* Work request *
Answer with a single number: how many lines in the listing below include "Seyssel"?

* Data to examine *
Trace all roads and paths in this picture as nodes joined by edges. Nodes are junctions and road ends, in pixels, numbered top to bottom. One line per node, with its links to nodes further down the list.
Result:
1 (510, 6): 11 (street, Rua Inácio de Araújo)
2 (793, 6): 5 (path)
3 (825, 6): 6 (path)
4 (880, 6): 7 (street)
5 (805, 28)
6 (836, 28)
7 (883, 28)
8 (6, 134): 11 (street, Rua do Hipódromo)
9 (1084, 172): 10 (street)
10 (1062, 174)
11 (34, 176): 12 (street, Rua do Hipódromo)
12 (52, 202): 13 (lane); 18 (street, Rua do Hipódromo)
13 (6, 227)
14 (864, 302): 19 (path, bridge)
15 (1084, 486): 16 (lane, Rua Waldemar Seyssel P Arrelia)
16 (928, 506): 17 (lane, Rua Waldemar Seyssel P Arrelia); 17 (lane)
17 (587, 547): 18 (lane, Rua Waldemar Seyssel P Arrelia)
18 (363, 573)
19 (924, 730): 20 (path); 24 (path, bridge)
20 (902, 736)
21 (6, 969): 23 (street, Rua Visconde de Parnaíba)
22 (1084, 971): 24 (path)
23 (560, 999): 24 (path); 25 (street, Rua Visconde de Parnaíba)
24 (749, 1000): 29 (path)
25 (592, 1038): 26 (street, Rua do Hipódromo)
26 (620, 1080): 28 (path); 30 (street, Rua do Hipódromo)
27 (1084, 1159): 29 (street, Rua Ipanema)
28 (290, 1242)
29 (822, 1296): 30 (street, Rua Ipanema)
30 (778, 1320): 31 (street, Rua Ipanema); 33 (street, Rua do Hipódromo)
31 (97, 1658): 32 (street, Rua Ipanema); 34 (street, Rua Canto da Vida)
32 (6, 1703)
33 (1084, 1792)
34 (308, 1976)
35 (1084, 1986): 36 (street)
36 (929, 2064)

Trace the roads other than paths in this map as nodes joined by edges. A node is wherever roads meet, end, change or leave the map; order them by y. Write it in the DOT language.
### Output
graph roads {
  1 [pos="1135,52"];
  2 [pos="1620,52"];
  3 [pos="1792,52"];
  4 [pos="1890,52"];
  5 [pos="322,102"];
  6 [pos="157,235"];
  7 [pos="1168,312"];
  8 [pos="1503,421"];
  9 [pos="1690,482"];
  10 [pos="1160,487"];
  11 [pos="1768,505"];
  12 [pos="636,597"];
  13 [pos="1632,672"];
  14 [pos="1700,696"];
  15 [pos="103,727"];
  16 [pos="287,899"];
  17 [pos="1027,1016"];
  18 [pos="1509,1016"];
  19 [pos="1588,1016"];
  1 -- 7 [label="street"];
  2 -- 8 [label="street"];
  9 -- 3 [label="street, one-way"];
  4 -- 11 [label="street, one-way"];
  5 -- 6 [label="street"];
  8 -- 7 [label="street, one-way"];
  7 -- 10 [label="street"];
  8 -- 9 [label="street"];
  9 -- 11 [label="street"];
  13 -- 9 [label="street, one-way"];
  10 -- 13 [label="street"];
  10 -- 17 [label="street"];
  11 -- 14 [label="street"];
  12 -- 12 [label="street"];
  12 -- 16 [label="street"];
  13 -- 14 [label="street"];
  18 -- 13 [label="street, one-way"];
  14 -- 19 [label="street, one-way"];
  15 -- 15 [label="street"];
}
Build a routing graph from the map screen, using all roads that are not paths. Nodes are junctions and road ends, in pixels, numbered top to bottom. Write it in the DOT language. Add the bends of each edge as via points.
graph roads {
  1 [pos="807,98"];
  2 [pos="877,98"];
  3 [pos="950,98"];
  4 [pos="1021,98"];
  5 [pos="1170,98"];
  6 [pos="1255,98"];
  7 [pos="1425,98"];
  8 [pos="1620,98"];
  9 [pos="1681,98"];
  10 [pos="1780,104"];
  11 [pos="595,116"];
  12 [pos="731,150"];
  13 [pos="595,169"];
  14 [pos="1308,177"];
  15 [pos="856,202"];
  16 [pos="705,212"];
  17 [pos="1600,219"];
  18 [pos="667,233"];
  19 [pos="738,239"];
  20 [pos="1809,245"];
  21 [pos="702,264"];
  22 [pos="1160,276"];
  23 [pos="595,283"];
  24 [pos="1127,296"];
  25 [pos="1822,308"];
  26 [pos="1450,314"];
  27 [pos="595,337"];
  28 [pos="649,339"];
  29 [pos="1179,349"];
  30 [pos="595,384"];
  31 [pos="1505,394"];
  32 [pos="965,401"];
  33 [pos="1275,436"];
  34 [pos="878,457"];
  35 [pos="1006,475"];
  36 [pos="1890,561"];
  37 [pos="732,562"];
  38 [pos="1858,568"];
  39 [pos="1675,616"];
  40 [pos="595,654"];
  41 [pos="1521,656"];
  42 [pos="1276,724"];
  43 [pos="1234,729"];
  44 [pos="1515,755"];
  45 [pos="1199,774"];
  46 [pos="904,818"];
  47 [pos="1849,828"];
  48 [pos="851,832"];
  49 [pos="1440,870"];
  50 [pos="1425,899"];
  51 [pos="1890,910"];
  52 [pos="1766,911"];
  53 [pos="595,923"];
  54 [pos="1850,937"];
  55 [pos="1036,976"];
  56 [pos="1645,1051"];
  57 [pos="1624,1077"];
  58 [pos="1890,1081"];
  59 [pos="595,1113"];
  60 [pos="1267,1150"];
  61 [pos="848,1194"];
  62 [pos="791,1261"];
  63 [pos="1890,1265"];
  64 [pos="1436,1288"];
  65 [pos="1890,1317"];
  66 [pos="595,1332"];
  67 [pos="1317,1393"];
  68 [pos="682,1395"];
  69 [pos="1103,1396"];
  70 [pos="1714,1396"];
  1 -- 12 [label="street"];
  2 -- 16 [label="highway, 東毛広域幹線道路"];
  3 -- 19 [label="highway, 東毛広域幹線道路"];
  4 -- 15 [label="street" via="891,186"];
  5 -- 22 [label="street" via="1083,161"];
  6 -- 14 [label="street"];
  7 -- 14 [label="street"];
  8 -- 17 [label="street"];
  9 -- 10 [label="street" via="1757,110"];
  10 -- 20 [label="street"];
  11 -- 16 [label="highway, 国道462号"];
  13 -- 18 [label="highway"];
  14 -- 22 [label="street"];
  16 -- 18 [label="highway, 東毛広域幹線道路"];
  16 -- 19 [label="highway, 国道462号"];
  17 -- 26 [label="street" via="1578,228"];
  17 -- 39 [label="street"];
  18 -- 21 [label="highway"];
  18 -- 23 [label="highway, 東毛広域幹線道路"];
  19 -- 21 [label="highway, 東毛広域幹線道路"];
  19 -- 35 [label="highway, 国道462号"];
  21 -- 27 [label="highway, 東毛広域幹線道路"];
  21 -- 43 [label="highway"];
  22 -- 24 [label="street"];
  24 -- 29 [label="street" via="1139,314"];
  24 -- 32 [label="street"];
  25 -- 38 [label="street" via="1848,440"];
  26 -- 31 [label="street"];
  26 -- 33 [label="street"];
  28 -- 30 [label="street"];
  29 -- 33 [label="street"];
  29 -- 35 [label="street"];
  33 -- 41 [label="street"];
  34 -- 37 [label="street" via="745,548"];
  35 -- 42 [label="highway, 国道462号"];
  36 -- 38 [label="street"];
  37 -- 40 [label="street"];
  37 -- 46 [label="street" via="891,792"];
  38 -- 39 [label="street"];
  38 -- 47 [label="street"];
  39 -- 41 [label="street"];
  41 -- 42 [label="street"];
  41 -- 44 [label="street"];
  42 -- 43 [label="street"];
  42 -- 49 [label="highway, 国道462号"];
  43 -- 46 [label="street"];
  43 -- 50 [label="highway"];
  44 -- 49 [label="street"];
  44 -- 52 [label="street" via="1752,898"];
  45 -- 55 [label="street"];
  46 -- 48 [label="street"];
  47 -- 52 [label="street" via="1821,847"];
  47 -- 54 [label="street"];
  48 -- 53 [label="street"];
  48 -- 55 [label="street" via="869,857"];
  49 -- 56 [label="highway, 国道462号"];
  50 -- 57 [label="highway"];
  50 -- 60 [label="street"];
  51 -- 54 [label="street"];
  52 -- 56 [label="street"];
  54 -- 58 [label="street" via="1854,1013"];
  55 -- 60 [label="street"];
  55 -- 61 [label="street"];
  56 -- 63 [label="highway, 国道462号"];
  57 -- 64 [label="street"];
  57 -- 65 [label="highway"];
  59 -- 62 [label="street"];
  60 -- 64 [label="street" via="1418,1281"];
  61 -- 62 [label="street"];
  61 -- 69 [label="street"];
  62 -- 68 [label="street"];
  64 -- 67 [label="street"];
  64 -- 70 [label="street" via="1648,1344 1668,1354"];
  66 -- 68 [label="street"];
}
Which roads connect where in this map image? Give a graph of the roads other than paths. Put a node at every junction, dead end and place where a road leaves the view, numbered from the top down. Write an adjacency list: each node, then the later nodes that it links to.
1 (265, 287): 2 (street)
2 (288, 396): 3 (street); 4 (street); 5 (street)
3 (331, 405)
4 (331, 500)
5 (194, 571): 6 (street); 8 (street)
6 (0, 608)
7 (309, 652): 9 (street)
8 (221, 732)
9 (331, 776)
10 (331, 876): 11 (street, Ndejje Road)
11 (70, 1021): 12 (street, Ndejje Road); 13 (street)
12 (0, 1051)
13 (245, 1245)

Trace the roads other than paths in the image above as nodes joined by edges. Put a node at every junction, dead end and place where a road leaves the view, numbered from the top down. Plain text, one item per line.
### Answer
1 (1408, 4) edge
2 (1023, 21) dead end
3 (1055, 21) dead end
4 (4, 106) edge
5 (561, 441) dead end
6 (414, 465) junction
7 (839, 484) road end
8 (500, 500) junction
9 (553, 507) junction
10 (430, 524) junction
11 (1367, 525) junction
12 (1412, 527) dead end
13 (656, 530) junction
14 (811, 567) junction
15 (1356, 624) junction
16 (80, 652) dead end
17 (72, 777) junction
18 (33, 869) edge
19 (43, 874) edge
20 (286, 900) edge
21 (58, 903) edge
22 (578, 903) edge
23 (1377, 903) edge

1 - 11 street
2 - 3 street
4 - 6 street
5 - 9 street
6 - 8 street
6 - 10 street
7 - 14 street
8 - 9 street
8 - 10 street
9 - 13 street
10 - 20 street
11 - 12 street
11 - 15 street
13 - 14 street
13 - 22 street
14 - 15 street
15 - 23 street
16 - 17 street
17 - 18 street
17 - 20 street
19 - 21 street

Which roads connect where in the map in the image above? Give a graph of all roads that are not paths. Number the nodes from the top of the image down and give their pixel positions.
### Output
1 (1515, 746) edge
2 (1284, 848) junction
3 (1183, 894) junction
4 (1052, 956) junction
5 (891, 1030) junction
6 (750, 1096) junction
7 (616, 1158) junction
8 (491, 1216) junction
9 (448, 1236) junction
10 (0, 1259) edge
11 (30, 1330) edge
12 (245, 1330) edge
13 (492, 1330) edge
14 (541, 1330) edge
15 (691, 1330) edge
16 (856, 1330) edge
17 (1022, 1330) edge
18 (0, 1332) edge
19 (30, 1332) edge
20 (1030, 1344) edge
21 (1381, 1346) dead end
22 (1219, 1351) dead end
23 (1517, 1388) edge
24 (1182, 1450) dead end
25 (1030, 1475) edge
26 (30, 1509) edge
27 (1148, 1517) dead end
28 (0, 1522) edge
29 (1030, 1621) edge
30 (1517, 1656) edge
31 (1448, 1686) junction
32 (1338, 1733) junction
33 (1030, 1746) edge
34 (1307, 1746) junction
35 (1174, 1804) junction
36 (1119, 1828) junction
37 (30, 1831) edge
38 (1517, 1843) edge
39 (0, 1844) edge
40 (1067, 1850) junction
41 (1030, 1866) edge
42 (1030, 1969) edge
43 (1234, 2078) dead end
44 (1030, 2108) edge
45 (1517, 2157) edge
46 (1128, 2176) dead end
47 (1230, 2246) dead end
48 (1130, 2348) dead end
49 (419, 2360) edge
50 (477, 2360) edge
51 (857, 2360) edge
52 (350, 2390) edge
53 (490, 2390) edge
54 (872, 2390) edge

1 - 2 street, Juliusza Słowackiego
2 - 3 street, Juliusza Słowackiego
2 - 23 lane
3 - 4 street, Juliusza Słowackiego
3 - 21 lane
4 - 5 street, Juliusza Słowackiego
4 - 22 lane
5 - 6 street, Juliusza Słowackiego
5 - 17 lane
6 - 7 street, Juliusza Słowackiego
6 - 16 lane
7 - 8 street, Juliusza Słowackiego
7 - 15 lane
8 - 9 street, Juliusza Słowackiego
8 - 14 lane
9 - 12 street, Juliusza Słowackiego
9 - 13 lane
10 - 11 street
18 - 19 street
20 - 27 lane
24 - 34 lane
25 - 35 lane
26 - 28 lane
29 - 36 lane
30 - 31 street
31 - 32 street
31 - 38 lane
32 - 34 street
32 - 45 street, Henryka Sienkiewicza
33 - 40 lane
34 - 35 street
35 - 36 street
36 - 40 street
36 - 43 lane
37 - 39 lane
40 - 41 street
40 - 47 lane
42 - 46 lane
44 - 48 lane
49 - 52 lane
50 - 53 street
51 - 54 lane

* Task output *
3